WORK REQUEST: Filter the listing for lines containing "Sarrazinstraße".

EXCERPTED DATA:
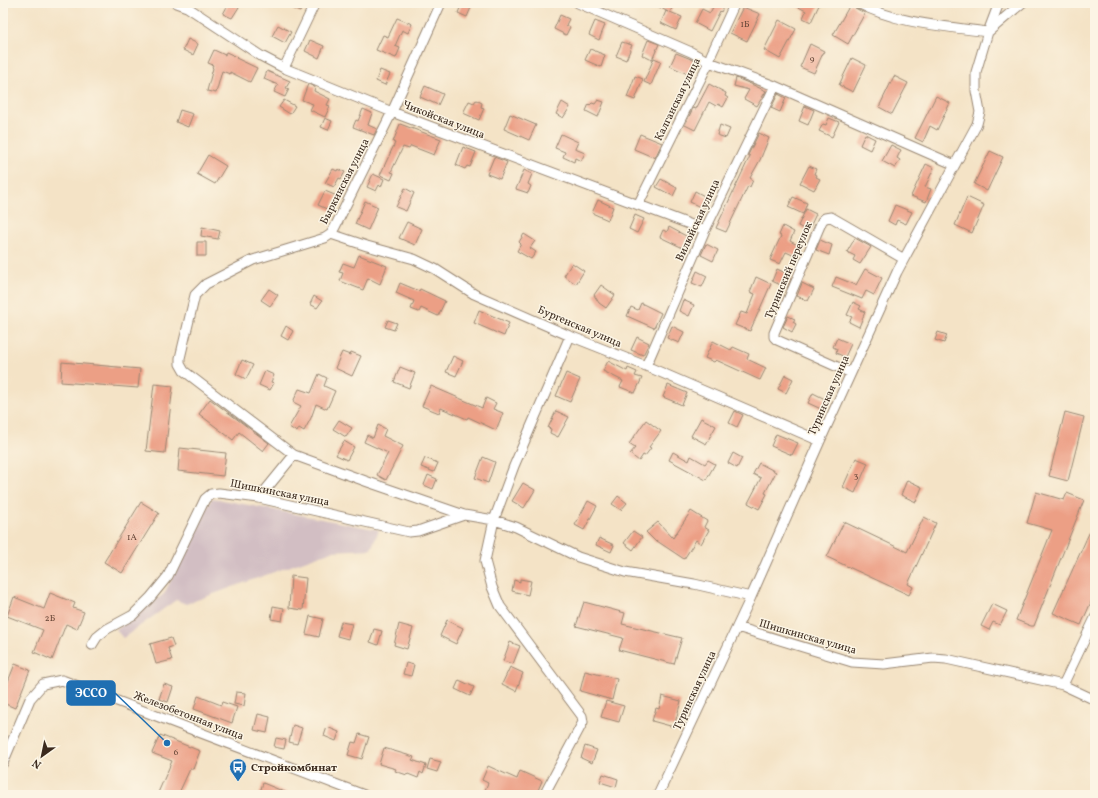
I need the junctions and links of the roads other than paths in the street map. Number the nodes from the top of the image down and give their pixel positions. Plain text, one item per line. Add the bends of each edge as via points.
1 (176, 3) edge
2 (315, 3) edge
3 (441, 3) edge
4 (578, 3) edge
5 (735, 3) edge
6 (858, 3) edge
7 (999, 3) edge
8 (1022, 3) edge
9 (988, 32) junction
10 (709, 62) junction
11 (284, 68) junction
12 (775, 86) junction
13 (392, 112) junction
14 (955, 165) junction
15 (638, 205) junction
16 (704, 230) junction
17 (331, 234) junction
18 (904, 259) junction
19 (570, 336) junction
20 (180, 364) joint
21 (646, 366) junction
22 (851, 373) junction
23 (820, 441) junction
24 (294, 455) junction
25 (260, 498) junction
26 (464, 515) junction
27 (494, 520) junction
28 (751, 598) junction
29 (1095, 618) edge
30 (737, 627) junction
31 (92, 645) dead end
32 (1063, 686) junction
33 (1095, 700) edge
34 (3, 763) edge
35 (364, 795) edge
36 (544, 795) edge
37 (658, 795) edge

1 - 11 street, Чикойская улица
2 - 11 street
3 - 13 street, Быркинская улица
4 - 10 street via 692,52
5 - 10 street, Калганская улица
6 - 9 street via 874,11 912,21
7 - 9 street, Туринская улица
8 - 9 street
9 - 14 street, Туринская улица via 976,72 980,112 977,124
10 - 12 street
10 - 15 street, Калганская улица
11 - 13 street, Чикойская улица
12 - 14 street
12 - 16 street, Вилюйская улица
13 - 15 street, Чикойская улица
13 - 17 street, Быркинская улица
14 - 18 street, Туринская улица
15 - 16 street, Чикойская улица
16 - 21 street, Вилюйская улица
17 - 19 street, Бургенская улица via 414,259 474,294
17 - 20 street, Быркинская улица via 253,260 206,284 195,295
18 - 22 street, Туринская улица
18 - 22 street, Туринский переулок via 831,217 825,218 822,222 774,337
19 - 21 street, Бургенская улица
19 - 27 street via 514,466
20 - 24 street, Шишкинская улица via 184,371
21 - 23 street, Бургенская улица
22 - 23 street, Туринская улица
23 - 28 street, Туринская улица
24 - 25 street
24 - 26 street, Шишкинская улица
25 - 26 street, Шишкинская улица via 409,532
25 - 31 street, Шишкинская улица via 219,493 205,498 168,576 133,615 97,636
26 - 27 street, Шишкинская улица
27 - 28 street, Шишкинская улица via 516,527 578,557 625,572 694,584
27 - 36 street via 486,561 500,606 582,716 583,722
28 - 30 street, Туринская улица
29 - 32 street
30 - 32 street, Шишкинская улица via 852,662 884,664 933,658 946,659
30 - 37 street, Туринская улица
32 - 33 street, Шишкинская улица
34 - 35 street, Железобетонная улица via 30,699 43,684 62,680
==
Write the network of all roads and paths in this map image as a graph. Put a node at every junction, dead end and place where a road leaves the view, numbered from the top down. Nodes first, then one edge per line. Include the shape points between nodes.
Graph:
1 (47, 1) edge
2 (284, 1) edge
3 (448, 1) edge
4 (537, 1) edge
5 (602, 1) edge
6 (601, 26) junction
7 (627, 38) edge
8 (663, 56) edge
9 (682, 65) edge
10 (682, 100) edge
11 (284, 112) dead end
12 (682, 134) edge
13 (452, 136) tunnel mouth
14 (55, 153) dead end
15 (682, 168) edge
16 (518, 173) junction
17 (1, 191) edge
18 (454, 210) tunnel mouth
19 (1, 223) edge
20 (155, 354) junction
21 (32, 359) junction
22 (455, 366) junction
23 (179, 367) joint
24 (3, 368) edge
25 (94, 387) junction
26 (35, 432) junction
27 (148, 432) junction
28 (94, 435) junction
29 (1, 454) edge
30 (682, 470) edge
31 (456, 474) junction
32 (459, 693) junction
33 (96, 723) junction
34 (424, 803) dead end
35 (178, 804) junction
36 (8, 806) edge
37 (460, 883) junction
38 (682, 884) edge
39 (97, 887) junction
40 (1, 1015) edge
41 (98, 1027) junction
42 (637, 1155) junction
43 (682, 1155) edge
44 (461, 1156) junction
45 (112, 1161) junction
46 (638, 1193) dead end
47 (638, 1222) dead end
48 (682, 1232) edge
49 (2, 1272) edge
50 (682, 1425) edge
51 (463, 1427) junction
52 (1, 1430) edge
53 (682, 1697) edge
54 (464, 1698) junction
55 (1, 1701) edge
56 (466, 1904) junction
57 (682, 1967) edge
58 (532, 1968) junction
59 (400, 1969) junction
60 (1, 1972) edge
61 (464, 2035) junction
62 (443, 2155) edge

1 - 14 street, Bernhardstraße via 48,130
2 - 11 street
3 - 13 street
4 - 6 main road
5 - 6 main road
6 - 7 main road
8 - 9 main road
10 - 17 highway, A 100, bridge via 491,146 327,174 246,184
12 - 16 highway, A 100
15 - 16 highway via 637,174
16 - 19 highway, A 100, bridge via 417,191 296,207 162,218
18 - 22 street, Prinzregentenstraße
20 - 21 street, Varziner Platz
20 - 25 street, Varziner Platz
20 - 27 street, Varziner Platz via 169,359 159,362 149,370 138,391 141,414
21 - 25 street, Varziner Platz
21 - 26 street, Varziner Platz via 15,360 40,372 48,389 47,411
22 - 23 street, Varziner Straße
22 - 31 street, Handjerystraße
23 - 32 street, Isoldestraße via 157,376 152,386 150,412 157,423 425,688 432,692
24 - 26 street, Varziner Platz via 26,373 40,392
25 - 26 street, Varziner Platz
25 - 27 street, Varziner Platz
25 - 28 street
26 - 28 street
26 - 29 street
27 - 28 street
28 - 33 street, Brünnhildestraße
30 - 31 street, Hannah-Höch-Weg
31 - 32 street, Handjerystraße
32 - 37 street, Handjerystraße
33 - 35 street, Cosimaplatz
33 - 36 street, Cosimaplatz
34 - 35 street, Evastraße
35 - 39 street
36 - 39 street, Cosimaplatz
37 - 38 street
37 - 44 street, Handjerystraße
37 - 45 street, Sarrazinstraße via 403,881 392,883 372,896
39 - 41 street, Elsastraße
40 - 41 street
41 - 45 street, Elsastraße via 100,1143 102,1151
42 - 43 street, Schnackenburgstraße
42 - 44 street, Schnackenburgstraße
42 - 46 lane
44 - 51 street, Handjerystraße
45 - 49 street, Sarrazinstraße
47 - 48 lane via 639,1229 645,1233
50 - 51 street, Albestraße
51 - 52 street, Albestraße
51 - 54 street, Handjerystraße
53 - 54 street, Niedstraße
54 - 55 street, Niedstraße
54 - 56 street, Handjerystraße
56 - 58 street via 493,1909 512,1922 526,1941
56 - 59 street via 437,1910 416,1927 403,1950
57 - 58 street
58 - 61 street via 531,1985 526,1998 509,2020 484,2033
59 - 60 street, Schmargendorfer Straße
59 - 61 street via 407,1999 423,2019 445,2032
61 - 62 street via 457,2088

YOUR RESPONSE:
37 - 45 street, Sarrazinstraße via 403,881 392,883 372,896
45 - 49 street, Sarrazinstraße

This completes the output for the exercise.